(Stored items)
########################################
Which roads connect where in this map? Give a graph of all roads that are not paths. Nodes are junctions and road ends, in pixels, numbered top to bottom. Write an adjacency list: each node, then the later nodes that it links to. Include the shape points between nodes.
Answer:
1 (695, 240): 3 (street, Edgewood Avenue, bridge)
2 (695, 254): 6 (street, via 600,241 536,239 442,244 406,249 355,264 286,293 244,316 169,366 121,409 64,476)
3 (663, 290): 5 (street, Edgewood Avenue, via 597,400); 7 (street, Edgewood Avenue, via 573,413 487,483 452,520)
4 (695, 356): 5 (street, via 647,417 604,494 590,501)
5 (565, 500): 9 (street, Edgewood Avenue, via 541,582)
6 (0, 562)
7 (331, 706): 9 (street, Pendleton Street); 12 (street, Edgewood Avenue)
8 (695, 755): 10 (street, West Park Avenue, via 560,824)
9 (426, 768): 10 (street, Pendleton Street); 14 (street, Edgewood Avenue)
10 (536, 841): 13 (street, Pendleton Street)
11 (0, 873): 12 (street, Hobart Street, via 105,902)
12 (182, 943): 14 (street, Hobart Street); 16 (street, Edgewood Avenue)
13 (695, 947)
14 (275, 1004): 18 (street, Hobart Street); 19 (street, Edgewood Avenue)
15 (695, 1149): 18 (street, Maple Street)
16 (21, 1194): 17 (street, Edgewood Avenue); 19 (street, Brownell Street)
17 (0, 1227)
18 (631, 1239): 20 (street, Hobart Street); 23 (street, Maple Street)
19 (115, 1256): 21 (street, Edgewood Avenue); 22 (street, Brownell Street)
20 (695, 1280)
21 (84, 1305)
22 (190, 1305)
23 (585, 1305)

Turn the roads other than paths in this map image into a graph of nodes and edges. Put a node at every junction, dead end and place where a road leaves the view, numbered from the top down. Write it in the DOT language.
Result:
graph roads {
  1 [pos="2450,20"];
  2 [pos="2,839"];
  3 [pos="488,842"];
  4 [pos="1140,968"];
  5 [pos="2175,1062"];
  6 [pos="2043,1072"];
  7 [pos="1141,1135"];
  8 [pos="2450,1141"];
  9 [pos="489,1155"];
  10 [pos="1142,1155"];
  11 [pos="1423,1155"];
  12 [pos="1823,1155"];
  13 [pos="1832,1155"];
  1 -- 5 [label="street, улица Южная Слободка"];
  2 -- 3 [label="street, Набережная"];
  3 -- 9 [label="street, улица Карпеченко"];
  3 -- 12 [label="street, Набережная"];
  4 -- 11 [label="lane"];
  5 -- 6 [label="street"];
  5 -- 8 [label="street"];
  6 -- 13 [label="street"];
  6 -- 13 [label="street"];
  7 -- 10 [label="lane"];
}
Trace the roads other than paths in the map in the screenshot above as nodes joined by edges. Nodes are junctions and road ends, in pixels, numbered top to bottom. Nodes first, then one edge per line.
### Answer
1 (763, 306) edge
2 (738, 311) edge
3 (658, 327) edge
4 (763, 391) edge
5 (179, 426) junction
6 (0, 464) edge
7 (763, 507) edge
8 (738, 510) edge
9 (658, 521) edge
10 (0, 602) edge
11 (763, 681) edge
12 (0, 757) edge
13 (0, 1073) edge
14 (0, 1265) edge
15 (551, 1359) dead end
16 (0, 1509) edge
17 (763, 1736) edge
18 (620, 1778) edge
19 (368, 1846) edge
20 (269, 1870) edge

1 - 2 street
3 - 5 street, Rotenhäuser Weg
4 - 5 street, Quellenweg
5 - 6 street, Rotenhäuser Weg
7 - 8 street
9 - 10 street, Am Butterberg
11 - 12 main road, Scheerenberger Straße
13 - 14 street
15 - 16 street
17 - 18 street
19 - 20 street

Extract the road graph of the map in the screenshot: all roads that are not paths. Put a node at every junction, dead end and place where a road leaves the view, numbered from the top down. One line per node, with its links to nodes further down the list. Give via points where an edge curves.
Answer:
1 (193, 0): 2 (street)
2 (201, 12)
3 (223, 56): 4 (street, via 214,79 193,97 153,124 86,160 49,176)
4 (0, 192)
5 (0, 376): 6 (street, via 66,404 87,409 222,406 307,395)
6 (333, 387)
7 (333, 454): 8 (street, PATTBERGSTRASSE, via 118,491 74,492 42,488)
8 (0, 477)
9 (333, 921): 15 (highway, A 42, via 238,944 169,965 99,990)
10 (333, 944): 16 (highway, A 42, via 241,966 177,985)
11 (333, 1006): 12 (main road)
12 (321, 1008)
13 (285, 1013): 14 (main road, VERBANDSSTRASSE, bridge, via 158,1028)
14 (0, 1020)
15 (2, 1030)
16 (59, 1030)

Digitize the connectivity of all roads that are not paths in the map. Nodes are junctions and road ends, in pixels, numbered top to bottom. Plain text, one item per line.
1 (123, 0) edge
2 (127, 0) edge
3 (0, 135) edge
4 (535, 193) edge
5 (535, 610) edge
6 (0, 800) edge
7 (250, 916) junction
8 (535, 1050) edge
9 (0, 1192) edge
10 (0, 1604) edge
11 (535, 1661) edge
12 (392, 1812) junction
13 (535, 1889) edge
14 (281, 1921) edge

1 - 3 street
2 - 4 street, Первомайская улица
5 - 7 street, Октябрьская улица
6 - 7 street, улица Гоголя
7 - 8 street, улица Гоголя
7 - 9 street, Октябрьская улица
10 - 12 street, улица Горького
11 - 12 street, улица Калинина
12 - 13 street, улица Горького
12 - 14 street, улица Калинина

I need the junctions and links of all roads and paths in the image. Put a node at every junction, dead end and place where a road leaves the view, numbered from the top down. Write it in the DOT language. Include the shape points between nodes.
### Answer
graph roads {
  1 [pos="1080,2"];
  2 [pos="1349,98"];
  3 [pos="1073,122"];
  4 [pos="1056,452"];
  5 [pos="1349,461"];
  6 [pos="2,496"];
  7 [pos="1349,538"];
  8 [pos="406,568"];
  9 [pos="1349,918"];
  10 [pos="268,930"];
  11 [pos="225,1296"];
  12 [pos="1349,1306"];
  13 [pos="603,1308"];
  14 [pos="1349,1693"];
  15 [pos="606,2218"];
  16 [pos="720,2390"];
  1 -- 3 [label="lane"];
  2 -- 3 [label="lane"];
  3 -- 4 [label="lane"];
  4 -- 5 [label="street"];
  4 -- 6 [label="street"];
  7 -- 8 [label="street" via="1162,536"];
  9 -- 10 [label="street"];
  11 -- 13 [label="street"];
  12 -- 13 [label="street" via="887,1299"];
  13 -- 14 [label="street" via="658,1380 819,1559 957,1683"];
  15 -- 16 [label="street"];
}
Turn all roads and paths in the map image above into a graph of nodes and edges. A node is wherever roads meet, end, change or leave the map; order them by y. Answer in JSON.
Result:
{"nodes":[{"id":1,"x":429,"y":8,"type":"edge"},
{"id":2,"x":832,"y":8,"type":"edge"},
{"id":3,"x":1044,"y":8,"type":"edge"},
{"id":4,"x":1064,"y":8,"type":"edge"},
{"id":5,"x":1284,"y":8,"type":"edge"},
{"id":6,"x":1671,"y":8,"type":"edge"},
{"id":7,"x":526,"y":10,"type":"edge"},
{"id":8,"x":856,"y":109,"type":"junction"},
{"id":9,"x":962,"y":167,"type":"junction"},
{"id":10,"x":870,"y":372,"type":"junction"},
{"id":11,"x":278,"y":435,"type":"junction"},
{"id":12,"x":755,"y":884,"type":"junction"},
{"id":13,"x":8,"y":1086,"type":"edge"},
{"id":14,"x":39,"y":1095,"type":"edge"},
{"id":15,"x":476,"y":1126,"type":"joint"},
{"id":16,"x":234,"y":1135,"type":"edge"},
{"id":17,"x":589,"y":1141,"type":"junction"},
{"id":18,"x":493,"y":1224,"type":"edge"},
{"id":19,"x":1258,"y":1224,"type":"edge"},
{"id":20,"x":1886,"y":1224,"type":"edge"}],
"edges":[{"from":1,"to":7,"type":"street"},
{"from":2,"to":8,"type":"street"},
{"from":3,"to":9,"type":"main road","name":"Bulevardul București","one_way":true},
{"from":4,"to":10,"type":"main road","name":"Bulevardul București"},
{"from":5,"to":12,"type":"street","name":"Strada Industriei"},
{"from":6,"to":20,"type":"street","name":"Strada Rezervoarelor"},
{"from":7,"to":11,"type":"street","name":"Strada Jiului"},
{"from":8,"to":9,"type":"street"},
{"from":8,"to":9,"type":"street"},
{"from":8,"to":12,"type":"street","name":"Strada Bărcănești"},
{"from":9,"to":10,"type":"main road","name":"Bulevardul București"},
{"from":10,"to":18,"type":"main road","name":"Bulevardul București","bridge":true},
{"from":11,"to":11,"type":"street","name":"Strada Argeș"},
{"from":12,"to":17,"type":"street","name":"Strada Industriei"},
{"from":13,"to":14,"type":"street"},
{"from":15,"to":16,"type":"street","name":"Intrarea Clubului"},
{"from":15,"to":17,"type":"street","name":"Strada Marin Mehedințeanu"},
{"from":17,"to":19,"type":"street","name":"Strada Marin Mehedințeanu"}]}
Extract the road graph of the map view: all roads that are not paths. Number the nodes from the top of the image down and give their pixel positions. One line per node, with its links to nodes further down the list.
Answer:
########################################
→ Task objective
What lines in the data above contain the word "Turn"? Show them all.

→ Task result
Turn the roads other than paths in this map image into a graph of nodes and edges. Put a node at every junction, dead end and place where a road leaves the view, numbered from the top down. Write it in the DOT language.
Turn all roads and paths in the map image above into a graph of nodes and edges. A node is wherever roads meet, end, change or leave the map; order them by y. Answer in JSON.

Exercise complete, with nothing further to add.